Pour un pilotage unique des enseignement professionnels

Tribune publiée sur Newsring le 2 mai 2012

Voilà l’alternance présentée comme réponse à tous les maux de l’école et de la société. Une telle course à l’échalotte en Nicolas Sarkozy et le FN surenchérissant l’un et l’autre à coups de centaines de milliers d’apprentis doit bien cacher quelque chose non ?

Nous ne sommes pas dupes. Ce n’est en aucun cas le bien-être des jeunes et les droits des salariés qui sont au cœur de ce débat. Chacun doit avoir en tête que le quart des contrats d’apprentissage signés sont rompus avant le terme, que les apprentis sont deux fois plus exposés que les autres salariés aux accidents du travail avec un apprenti sur 10 en formation qui subit un accident du travail, que les taux de réussite aux diplômes professionnels sont inférieurs à ceux des lycées professionnels.

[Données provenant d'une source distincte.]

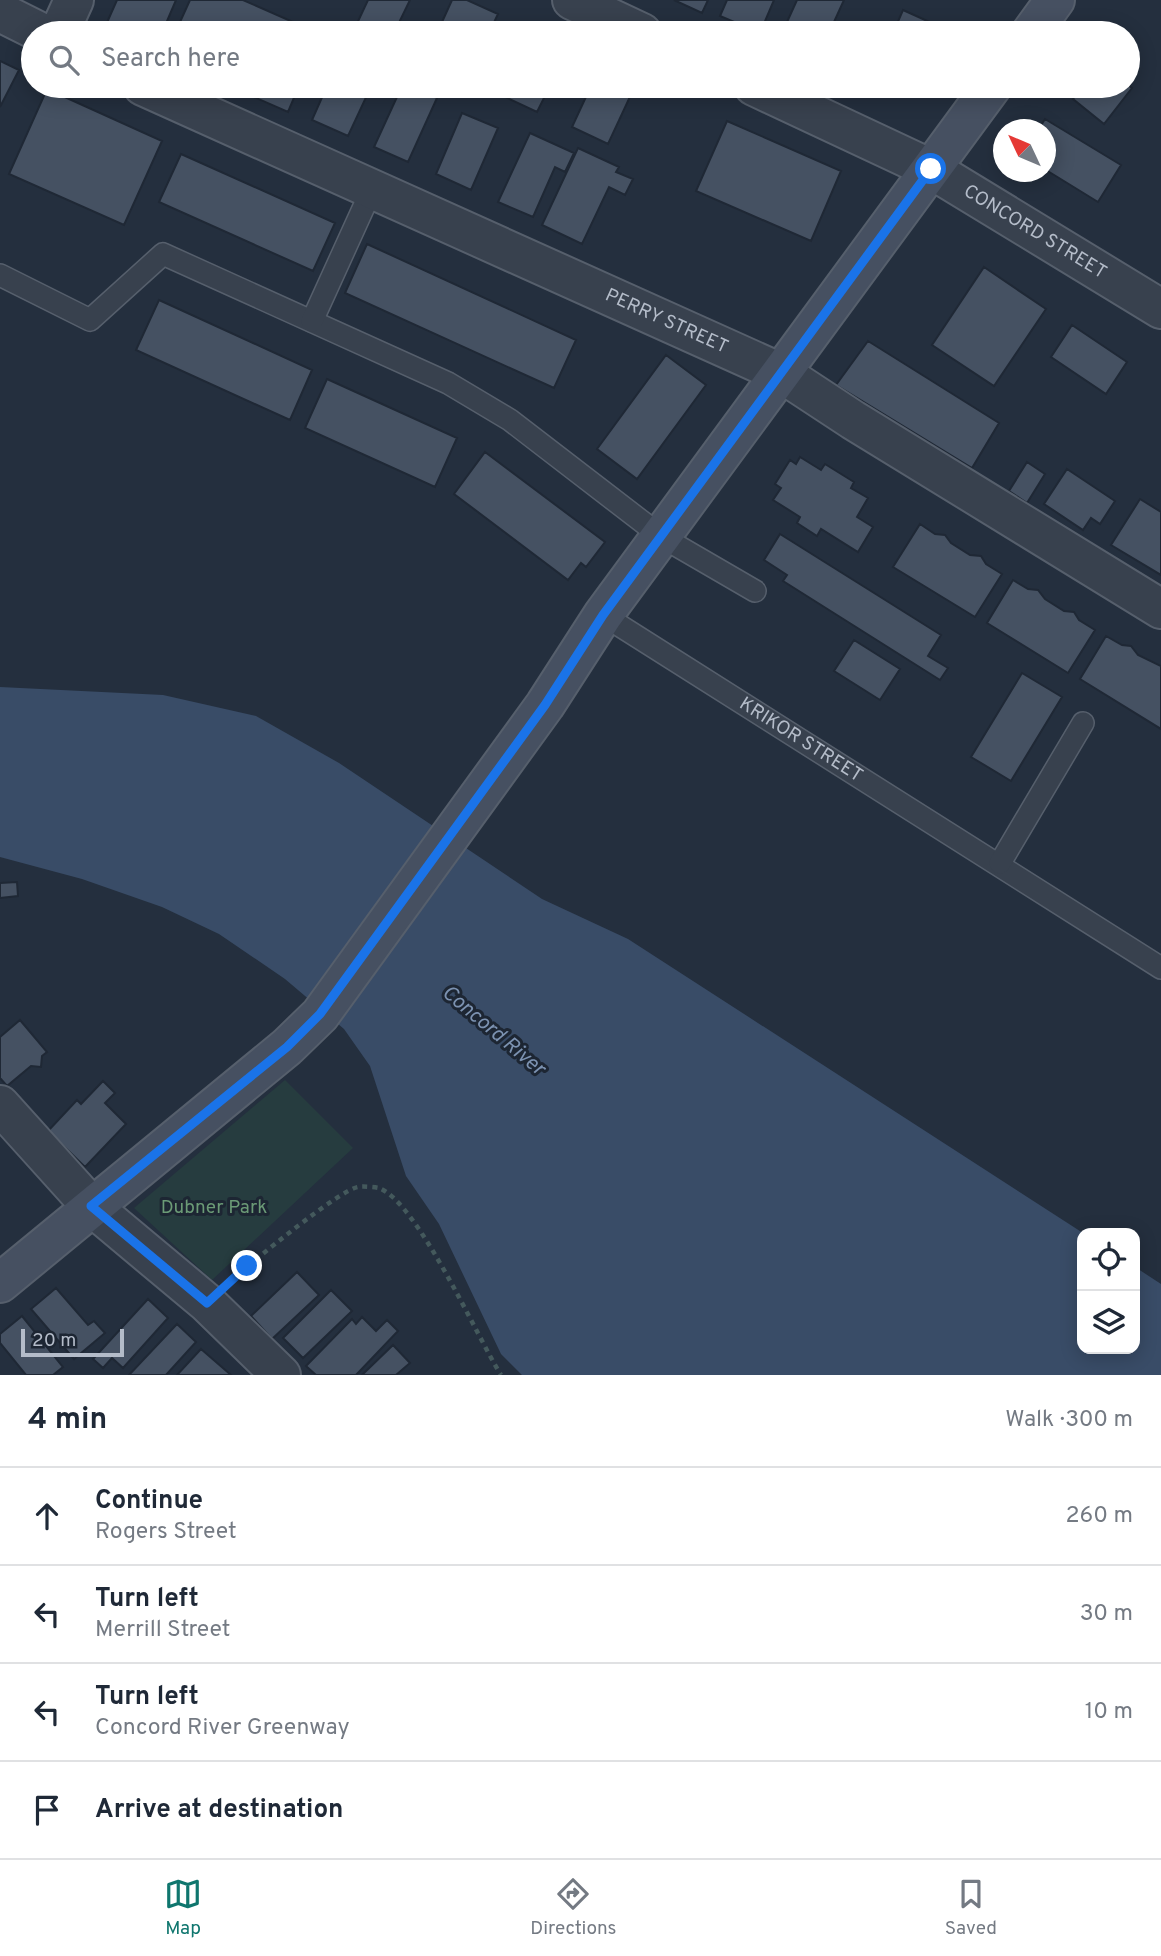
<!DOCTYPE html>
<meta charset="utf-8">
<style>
body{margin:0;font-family:Overpass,sans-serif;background:#f2f2f3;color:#1f2937}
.controls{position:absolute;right:21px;bottom:21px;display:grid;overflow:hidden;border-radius:14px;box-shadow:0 4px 18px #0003}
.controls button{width:63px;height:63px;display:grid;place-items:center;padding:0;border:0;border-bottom:2px solid #e0e1e3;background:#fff;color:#1f2937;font:35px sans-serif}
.compass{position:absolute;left:993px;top:119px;width:63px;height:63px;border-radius:50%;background:#fff;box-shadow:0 4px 18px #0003;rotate:314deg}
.scale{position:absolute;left:21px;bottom:18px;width:103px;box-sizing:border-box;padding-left:7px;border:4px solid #b4bcc9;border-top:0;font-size:19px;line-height:24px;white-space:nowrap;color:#b4bcc9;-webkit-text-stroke:5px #1d2633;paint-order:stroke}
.stop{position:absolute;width:21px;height:21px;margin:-16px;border:5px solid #1a73e8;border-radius:50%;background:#fff}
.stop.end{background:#1a73e8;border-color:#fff;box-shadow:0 2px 7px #0008}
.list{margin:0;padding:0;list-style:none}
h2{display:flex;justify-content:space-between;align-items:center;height:91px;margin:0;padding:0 28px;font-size:30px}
h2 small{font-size:23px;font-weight:400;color:#747a83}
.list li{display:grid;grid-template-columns:46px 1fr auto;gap:21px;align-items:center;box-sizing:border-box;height:98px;padding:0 28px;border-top:2px solid #e0e1e3}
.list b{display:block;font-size:26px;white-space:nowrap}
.list p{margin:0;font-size:23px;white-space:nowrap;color:#747a83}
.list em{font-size:23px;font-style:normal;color:#747a83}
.icon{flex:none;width:38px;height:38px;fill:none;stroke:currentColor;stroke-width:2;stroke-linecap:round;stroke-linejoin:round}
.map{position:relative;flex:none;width:1161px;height:1375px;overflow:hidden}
.search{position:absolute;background:#fff;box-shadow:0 4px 18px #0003;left:21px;right:21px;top:21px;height:77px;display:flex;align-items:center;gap:18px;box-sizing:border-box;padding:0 24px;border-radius:38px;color:#747a83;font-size:26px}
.sheet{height:483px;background:#fff}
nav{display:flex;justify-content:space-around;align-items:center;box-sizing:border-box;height:98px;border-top:2px solid #e0e1e3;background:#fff;font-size:19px;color:#747a83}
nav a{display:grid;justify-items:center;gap:4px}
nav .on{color:#0f766e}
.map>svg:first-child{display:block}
.green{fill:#263c3f}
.water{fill:#394c67}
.building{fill:#455162;stroke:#1f2835;stroke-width:2}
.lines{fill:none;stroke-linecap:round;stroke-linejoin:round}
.lane-casing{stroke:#565f6c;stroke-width:24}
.street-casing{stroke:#565f6c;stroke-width:42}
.secondary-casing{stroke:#565f6c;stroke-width:42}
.path{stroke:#44595c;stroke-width:4.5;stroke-dasharray:5 5;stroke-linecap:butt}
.lane{stroke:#38414e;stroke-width:21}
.street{stroke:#38414e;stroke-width:38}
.secondary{stroke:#465061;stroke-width:38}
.route{stroke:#1a73e8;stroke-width:9}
.labels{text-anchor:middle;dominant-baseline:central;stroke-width:6;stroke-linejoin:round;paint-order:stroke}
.street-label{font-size:19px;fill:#b4bcc9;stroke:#1d2633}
.park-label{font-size:19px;fill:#6b9a76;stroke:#1d2633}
.water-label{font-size:21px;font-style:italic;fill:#7c92b1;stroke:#1d2633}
</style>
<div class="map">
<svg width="1161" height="1375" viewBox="0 0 1161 1375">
<rect width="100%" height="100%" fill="#242f3e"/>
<path class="green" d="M285,1080l68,68 -141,132 -78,-72z"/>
<path class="water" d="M0,687l163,8 93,21 83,47 203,136 86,40 455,294 -1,116h53v-82l26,17v91h-639l-21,-21 -62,-130 -33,-48 -36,-110 -26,-37 -59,-50 -66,-45 -57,-27 -80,-28 -82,-22z"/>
<path class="building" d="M117,0h59l-14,33h-44l-13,-6z
M190,0h53l75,33h-143z
M368,0h42l-16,33 -41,-1z
M452,0h15l31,14 -9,19h-52z
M674,0h34l-6,13z
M727,0h47l-14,33 -40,-17z
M797,0h47l-15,33h-47z
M903,10l42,19 -2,4h-50z
M0,61l19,9 -19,37z
M1128,85l4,3 -28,36 -31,-25 10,-13z
M229,86h70l-11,26z
M327,86h34l8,5 -21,45 -36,-16z
M402,86h8l27,12 -29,64 -34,-15z
M505,86h45l-13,26 -36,-17z
M591,86h44l-27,58 -36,-17z
M47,89l115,52 -38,84 -115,-51z
M462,113l36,15 -27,62 -35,-16z
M1045,119l76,46 -23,37 -52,-32v-40h-8z
M727,121l114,50 -30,70 -115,-50z
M530,133l44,20 -9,19 -10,-5 -22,50 -35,-15z
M578,148l41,19 -3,5 17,7 -8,16 -16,-8 -27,57 -40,-19z
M181,154l154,69 -22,48 -154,-69z
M367,244l209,96 -22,48 -209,-95z
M984,267l62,42 -52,77 -62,-41z
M159,300l153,70 -22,50 -154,-70z
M1072,325l55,37 -21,32 -55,-37z
M868,341l131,82 -27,45 -136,-83z
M666,355l40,30 -69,94 -40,-30z
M327,379l130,59 -22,49 -130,-59z
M485,452l120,90 -19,25 -5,-4 -13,17 -114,-86z
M800,457l21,13 4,-6 29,18 -3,6 17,10 -11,19 16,10 -15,25 -37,-23 -4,7 -20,-13 3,-6 -27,-17 8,-12 -6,-4 15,-24 6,4z
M1027,462l18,12 -18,29 -18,-12z
M1067,469l48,32 -15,23 -9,-6 -8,12 -39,-26z
M1140,499l21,13v63l-50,-30z
M920,524l15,10 10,1 6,8 19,12 11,1 5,8 16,10 -27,43 -82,-50z
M780,534l161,101 -13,21 20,12 -8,12 -157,-99 4,-6 -23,-15z
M1013,580l15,9 10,1 7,9 19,12 10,1 5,8 16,10 -27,43 -81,-50z
M1106,636l16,9 9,1 7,9 23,11v63l-81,-50z
M854,640l46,29 -20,31 -46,-29z
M1022,673l40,24 -51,84 -40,-24z
M17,882l1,14 -18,2v-15z
M20,1020l27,32 -5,4 -1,11 -10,-1 -24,20 -7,-8v-41z
M103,1081l12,12 -10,10 21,21 -41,43 -37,-36 29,-31 4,4z
M297,1272l22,23 -47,44 -21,-23z
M56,1288l32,37 6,-4 11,12 -31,26 -43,-50z
M331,1290l21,21 -49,47 -20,-20z
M148,1299l20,19 -45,50 -11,-10 -9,10 -10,-9z
M22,1316l41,51 -10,8h-27l-26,-32v-9z
M362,1317l14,14 11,-11 11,11 -42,44h-40l-10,-9 46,-47 4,5z
M177,1324l19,18 -30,33h-37z
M393,1345l17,18 -14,12h-34z
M201,1349l30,26h-54z"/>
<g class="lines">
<defs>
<g id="lane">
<path d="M0,275l90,45 73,-66 285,129 62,37 152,117 93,54"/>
<path d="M312,321l60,-132"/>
<path id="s1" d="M603,615l558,353"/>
<path d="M1000,863l83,-140"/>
</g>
<g id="street">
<path d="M572,0l70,33"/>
<path d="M0,12l42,21"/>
<path d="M59,33l15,-33"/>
<path id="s2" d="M143,86l640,288 70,46 308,189"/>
<path id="s3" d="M754,86l177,83 230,140"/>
<path d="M0,1105l91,101 116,97 74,72"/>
</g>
<path id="secondary" d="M1031,33l24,-33
M0,1283l287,-236 33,-32 225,-310 58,-90 389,-529"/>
</defs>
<use href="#lane" class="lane-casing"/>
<use href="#street" class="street-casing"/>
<use href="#secondary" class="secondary-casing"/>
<path class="path" d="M233,1279c18,-16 106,-89 125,-92 4,-1 17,0 21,1 39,15 98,149 122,187"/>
<use href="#lane" class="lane"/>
<use href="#street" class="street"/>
<use href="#secondary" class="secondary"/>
</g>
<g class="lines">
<path class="route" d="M247,1266l-40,37 -116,-97 196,-159 33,-33 225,-309 58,-90 328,-446"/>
</g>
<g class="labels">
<g class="street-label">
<text stroke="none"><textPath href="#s3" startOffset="317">CONCORD STREET</textPath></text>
<text stroke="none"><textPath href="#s2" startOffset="574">PERRY STREET</textPath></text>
<text stroke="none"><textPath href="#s1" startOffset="234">KRIKOR STREET</textPath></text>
</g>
<g class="park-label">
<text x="214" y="1208">Dubner Park</text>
</g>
<g class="water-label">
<text transform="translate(493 1031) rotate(40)">Concord River</text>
</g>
</g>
</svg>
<div class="controls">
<button><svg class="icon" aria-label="locate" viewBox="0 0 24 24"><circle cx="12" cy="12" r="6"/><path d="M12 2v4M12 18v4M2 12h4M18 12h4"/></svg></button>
<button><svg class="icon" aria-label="layers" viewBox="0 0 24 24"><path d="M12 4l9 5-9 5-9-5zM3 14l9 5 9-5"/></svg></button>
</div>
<svg class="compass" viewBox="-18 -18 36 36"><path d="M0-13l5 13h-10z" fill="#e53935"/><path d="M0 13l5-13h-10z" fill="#747a83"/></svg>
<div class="scale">20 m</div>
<div class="stop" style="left:931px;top:169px"></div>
<div class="stop end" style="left:247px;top:1266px"></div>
<div class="search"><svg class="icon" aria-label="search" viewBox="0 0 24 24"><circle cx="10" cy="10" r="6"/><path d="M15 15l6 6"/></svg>Search here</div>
</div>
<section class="sheet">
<h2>4 min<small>Walk · 300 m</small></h2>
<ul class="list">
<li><svg class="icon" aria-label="ahead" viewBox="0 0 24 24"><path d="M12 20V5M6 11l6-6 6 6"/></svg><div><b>Continue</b><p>Rogers Street</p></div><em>260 m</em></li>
<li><svg class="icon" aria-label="left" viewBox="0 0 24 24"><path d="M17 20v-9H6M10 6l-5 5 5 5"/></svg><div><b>Turn left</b><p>Merrill Street</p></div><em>30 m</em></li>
<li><svg class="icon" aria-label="left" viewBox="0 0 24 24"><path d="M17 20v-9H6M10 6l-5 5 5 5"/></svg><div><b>Turn left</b><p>Concord River Greenway</p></div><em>10 m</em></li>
<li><svg class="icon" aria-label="arrive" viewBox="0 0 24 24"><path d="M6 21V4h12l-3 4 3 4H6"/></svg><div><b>Arrive at destination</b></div></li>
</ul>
</section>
<nav>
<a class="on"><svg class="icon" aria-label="map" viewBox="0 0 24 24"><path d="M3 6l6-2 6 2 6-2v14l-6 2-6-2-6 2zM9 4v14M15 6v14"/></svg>Map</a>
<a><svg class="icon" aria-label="directions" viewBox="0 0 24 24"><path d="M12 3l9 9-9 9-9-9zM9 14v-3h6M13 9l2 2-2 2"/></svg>Directions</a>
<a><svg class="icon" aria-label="saved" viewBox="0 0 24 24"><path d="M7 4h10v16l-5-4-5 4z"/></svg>Saved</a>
</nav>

Voilà la réalité que la droite cherche à cacher car c’est elle qui a méticuleusement sabordé la voie professionnelle avec le bac pro 3 ans et en fermant 922 classes ces dernières années. Les libéraux cherchent par contre à envoyer le plus de jeunes possible en apprentissage car ils visent à une déscolarisation d’une partie de la jeunesse, une marchandisation et un transfert vers les Régions des «coûts». Il n’a pas échappé au Président de la République et à ses porte-plumes que l’apprentissage sort les jeunes du statut scolaire. Ils n’entrent dès lors plus la première année dans les chiffres du chômage, alors même que 25% des contrats sont rompus les premiers mois. De quoi ravir les agences de notation !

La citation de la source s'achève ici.